Here’s my take on folklore nonclassicism. While classicists think there are two truth-statuses, non-classicists believe in three, four or continuum many truth-statuses (let’s focus on the 3-valued system for now). They might have various opinions about the structure of these truth-statuses—the most common ones being that they’re linearly ordered (so for any two truth-statuses, one is truer than the other). Some sentences (say, Jimmy is bald) get a status that’s intermediate between perfect truth and perfect falsity. And if we want to understand the operator “it is indeterminate whether” in such settings, we can basically treat it as a one-place extensional connective: “indeterminate(p)” is perfectly true just in case p has the intermediate status; otherwise it is perfectly false.
So interpreted, non-classicism generalizes classicism smoothly. Just as the classicist can think there is an intended interpretation of language (a two valued model which gets the representation properties of words right) the non-classicist can think there’s an intended interpretation (say a three valued model getting the representational features right). And that then dovetails very nicely with a model-theoretic characterization of consequence as truth-preservation under (almost) arbitrary reinterpretations of the language. For if one knows that some pattern is truth-preserving under arbitrary reinterpretations of the language, then that pattern is truth-preserving in particular in the intended interpretation—which is just to say that preserves truth simpliciter. This forges a connection between validity and preserving a status we have all sorts of reason to be interested in—truth. (Of course, one just has to write down this thought to start worrying about the details. Personally, I think this integrated package is tremendously powerful and interesting, deserves detailed scrutiny, and should be given up only as an option of last resort—but maybe others take a different view). All this carries over to the non-classicist position described. So for example, on a Kleene system, validity is a matter of preserving perfect truth under arbitrary reinterpretations—and to the extent we’re interested in reasoning which preserves that status, we’ve got the same reasons as before to be interested in consequence. Of course, one might also think that reasoning that preserves non-perfect-falsity is also an interesting thing to think about. And very nicely, we have a systematic story about that too—this non-perfect falsity sense of validity would be the paraconsistent logic LP (though of course not under an interpretation where contradictions get to be true).
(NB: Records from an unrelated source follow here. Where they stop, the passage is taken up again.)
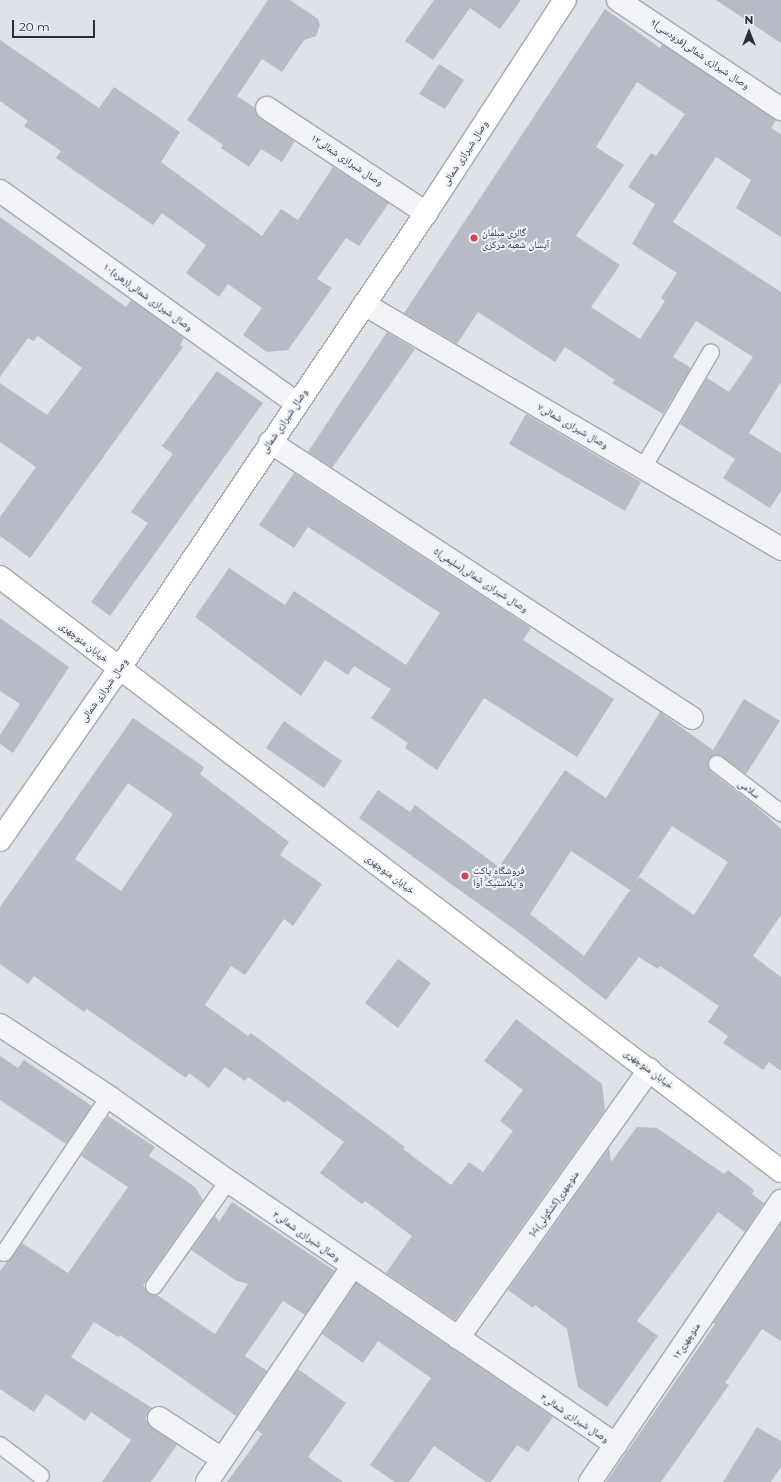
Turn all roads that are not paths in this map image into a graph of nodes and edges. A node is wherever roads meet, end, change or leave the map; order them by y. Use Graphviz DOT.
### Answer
graph roads {
  1 [pos="565,0"];
  2 [pos="618,0"];
  3 [pos="267,108"];
  4 [pos="781,109"];
  5 [pos="0,191"];
  6 [pos="426,213"];
  7 [pos="364,304"];
  8 [pos="711,352"];
  9 [pos="296,403"];
  10 [pos="270,442"];
  11 [pos="643,468"];
  12 [pos="781,549"];
  13 [pos="0,577"];
  14 [pos="119,669"];
  15 [pos="692,718"];
  16 [pos="716,764"];
  17 [pos="781,813"];
  18 [pos="0,840"];
  19 [pos="0,1025"];
  20 [pos="650,1069"];
  21 [pos="109,1097"];
  22 [pos="781,1171"];
  23 [pos="228,1181"];
  24 [pos="781,1201"];
  25 [pos="4,1253"];
  26 [pos="352,1267"];
  27 [pos="154,1286"];
  28 [pos="458,1338"];
  29 [pos="159,1418"];
  30 [pos="0,1445"];
  31 [pos="616,1445"];
  32 [pos="222,1459"];
  33 [pos="41,1476"];
  34 [pos="207,1482"];
  35 [pos="590,1482"];
  1 -- 6 [label="main road, وصال شیرازی شمالی"];
  2 -- 4 [label="street, ۹وصال شیرازی شمالی(فرودسی)"];
  3 -- 6 [label="street, ۱۲وصال شیرازی شمالی"];
  5 -- 9 [label="street, ۱۰وصال شیرازی شمالی(زهره)"];
  6 -- 7 [label="main road, وصال شیرازی شمالی"];
  7 -- 9 [label="main road, وصال شیرازی شمالی"];
  7 -- 11 [label="street, وصال شیرازی شمالی۷"];
  8 -- 11 [label="lane"];
  9 -- 10 [label="main road, وصال شیرازی شمالی"];
  10 -- 14 [label="main road, وصال شیرازی شمالی"];
  10 -- 15 [label="street, ۵وصال شیرازی شمالی(سلیمی)"];
  11 -- 12 [label="street, وصال شیرازی شمالی۷"];
  13 -- 14 [label="main road, خیابان منوچهری"];
  14 -- 18 [label="main road, وصال شیرازی شمالی"];
  14 -- 20 [label="main road, خیابان منوچهری"];
  16 -- 17 [label="lane, سلامی"];
  19 -- 21 [label="street, وصال شیرازی شمالی۳"];
  20 -- 22 [label="main road, خیابان منوچهری"];
  20 -- 28 [label="street, 14منوچهری(کشکولی)"];
  21 -- 23 [label="street, وصال شیرازی شمالی۳"];
  21 -- 25 [label="lane"];
  23 -- 26 [label="street, وصال شیرازی شمالی۳"];
  23 -- 27 [label="lane"];
  24 -- 31 [label="street, منوچهری۱۲"];
  26 -- 28 [label="street, وصال شیرازی شمالی۳"];
  26 -- 32 [label="street"];
  28 -- 31 [label="street, وصال شیرازی شمالی۳"];
  29 -- 32 [label="street"];
  30 -- 33 [label="lane"];
  31 -- 35 [label="street, منوچهری۱۲"];
  32 -- 34 [label="street"];
}
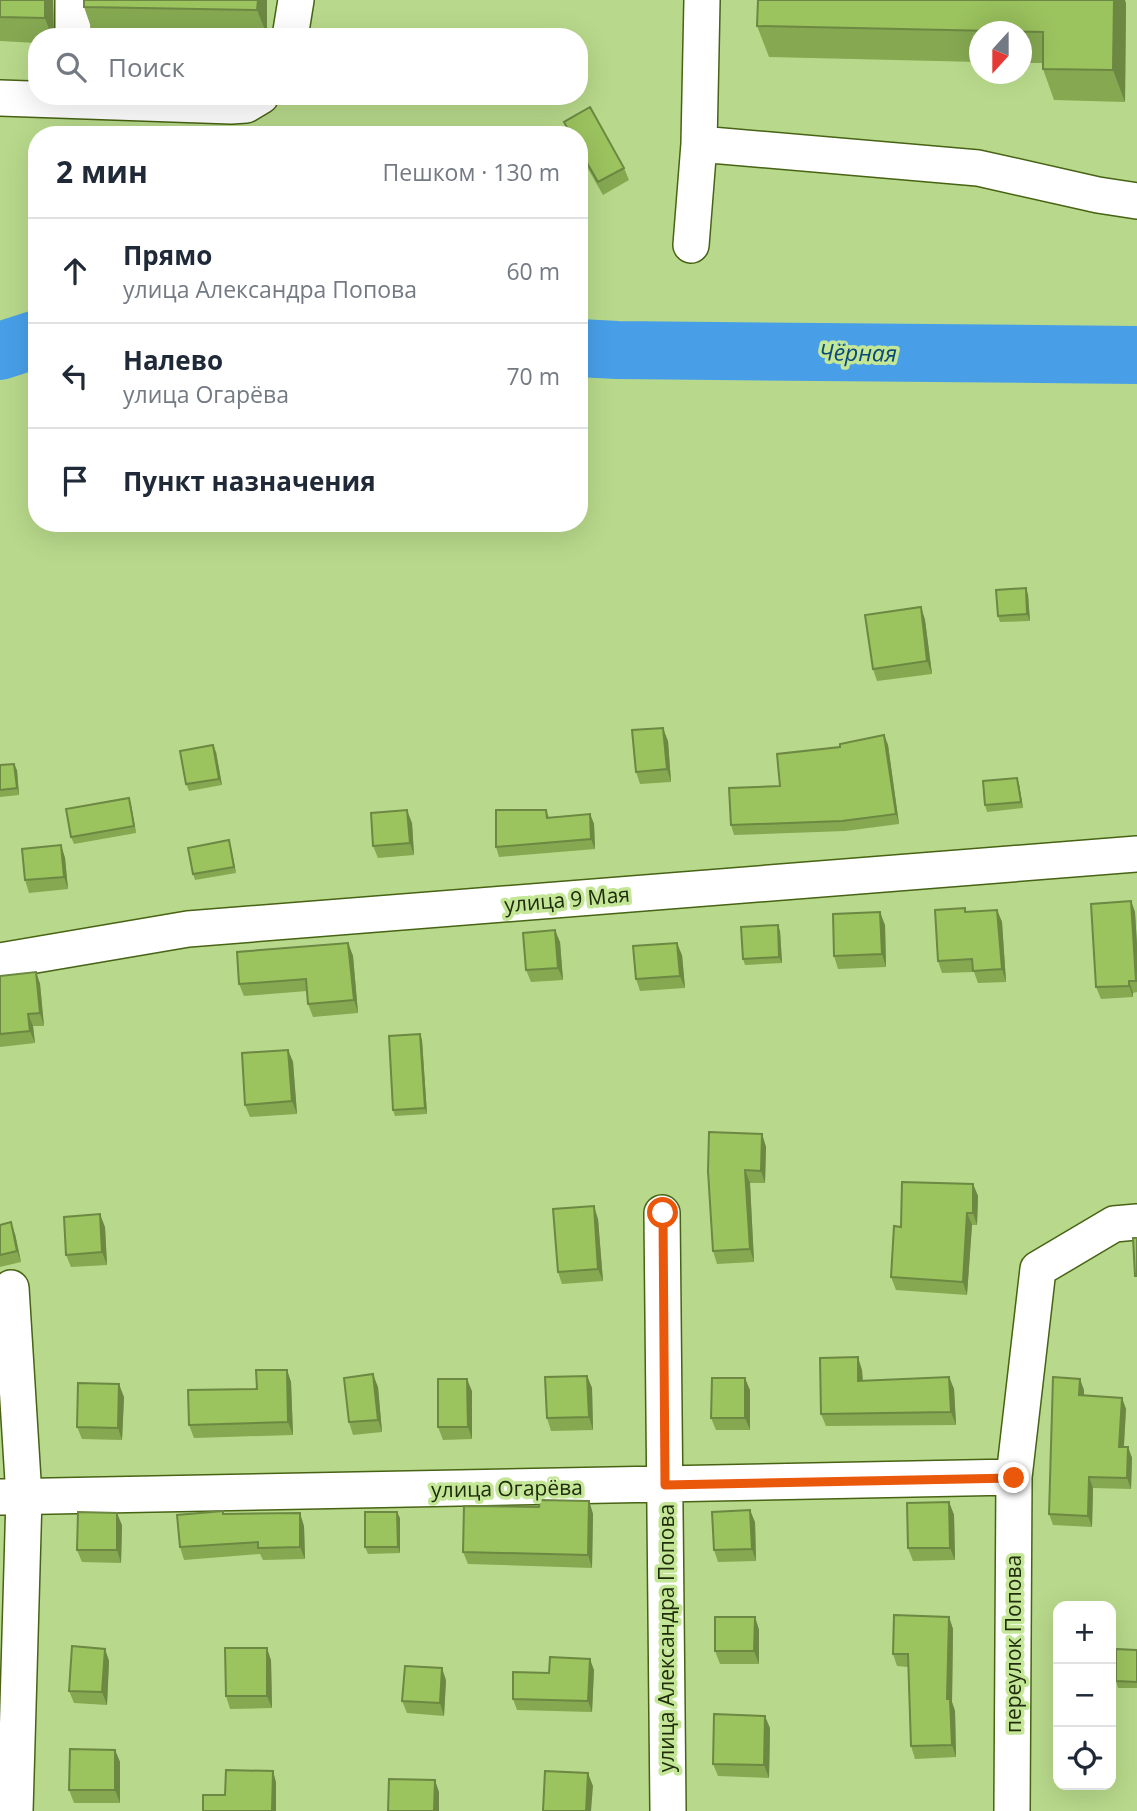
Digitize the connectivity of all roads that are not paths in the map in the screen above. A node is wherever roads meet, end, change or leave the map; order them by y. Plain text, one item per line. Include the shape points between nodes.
1 (73, 0) edge
2 (296, 0) edge
3 (702, 0) edge
4 (74, 28) edge
5 (291, 28) edge
6 (0, 98) edge
7 (28, 98) edge
8 (209, 105) edge
9 (246, 105) edge
10 (699, 144) junction
11 (1137, 201) edge
12 (691, 245) dead end
13 (1137, 854) edge
14 (0, 961) edge
15 (663, 1213) dead end
16 (1137, 1222) edge
17 (11, 1288) dead end
18 (1014, 1478) junction
19 (665, 1485) junction
20 (12, 1497) edge
21 (15, 1811) edge
22 (668, 1811) edge
23 (1012, 1811) edge

1 - 4 street
2 - 5 street
3 - 10 street
6 - 7 street
8 - 9 street
10 - 11 street via 978,168
10 - 12 street
13 - 14 street, улица 9 Мая via 188,929
15 - 19 street, улица Александра Попова
16 - 18 street, переулок Попова via 1114,1224 1038,1269
17 - 20 street
18 - 19 street, улица Огарёва
18 - 23 street, переулок Попова
19 - 20 street, улица Огарёва
19 - 22 street, улица Александра Попова
20 - 21 street

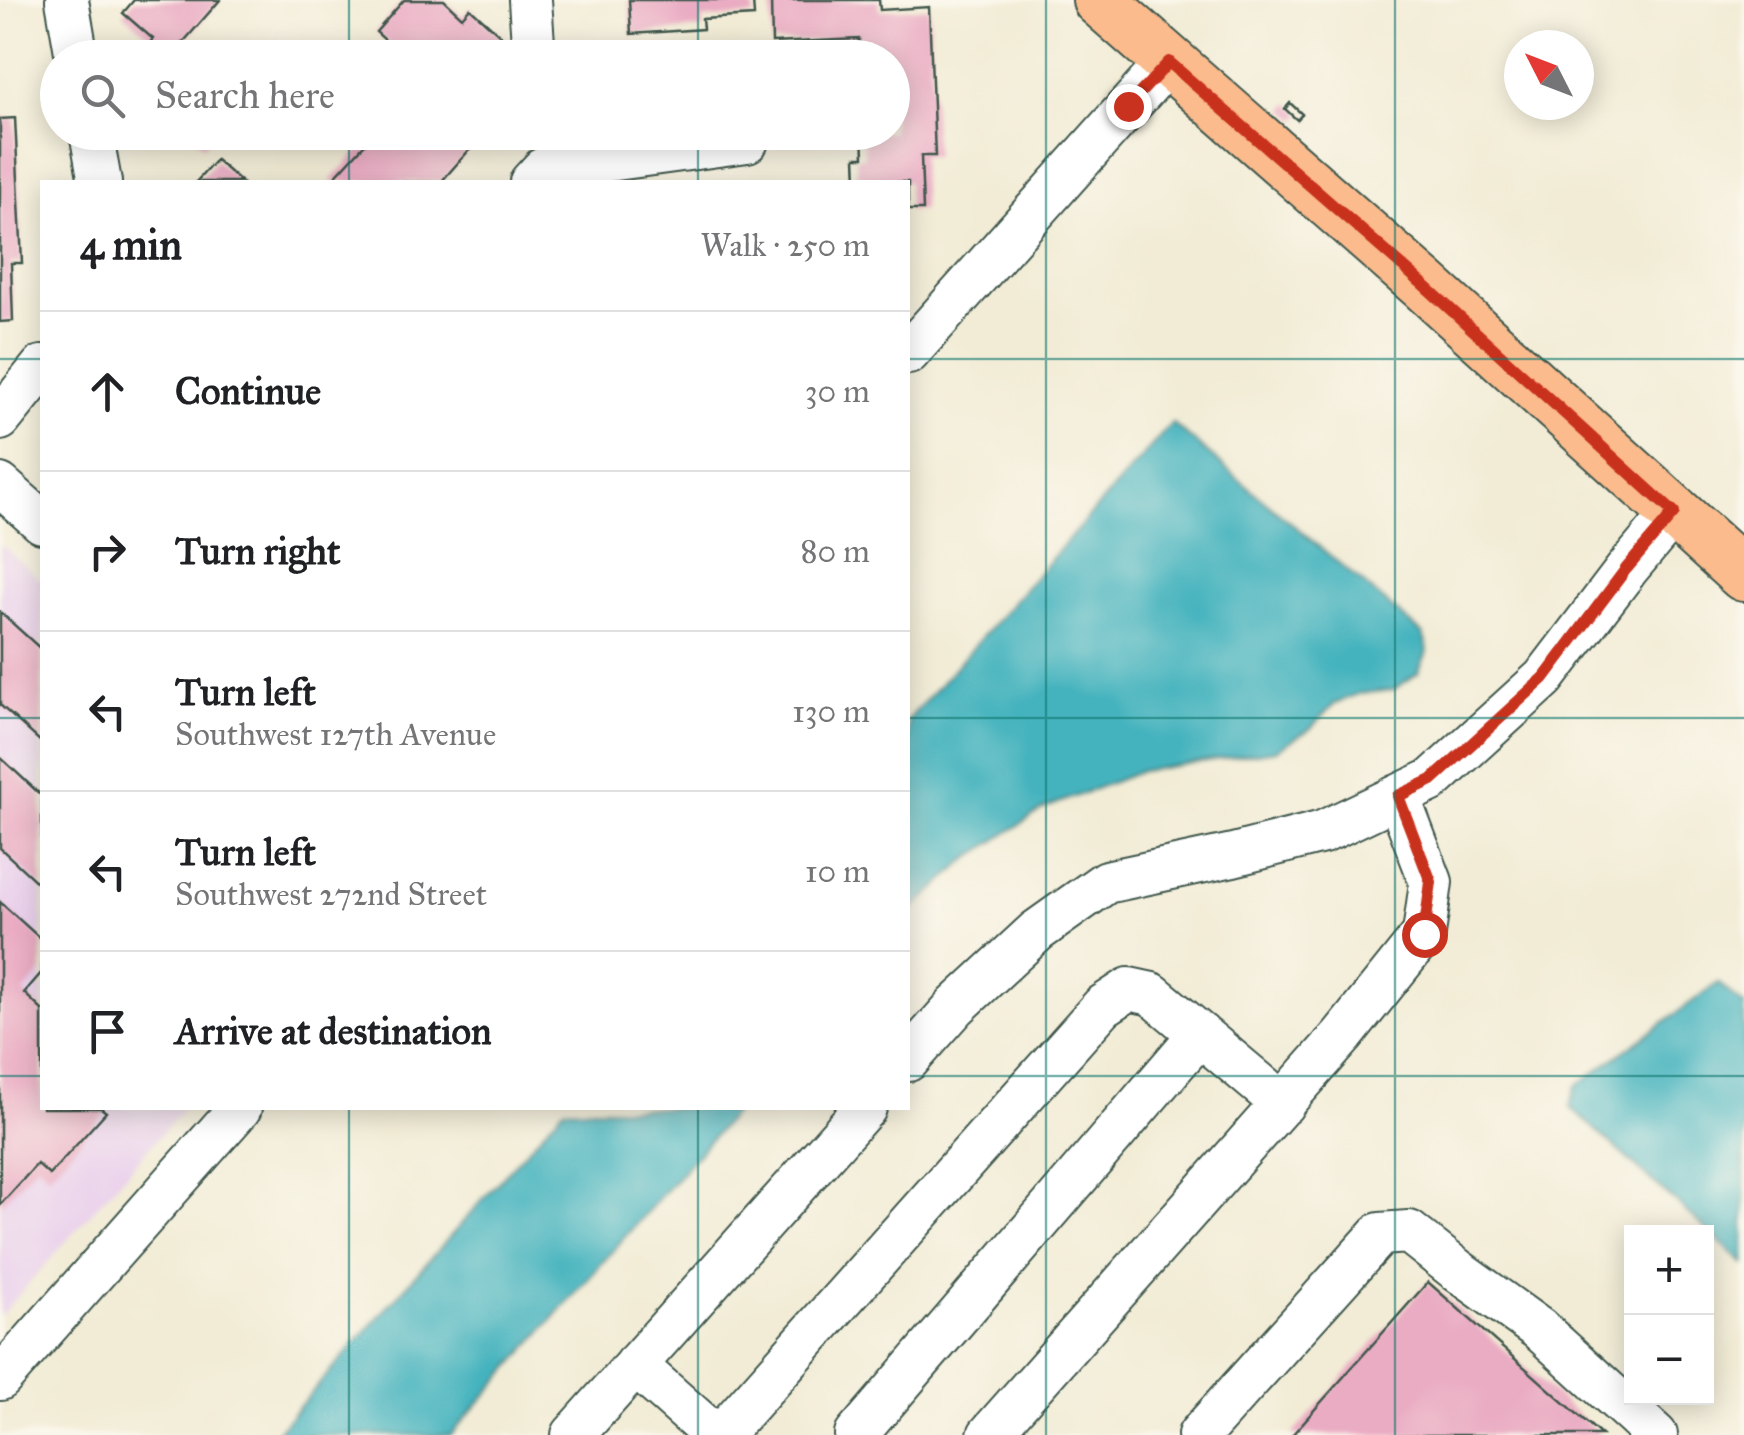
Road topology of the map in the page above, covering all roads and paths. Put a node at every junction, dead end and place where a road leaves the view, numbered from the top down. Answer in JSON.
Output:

With this much on board, one can put into position various familiar gambits in the literature.
- One could say that allowing contradictions to be half-true (i.e. to be indeterminate, to have the middle-status) is just terrible. Or that allowing a parity of truth-status between “Jimmy is bald or he isn’t” and “Jimmy’s both bald and not bald” just gets intuitions wrong (the most powerful way dialectically to deploy this is if the non-classicist backs their position primarily by intuitions about cases—e.g. our reluctance to endorse the first sentence in borderline cases. The accusation is that if our game is taking intuitions about sentences at face value, it’s not at all clear that the non-classicist is doing a good job.)
- One could point out that “indeterminacy” for the nonclassicist will trivially iterate. If one defines Determinate(p) as p&~indeterminate(p) (or directly as the one-place connective that is perfectly true if p is, and perfectly false otherwise) then we’ll quickly see that Determinately determinately p will follow from determinately p; and determinately indeterminate whether p will follow from indeterminate whether p. And so on.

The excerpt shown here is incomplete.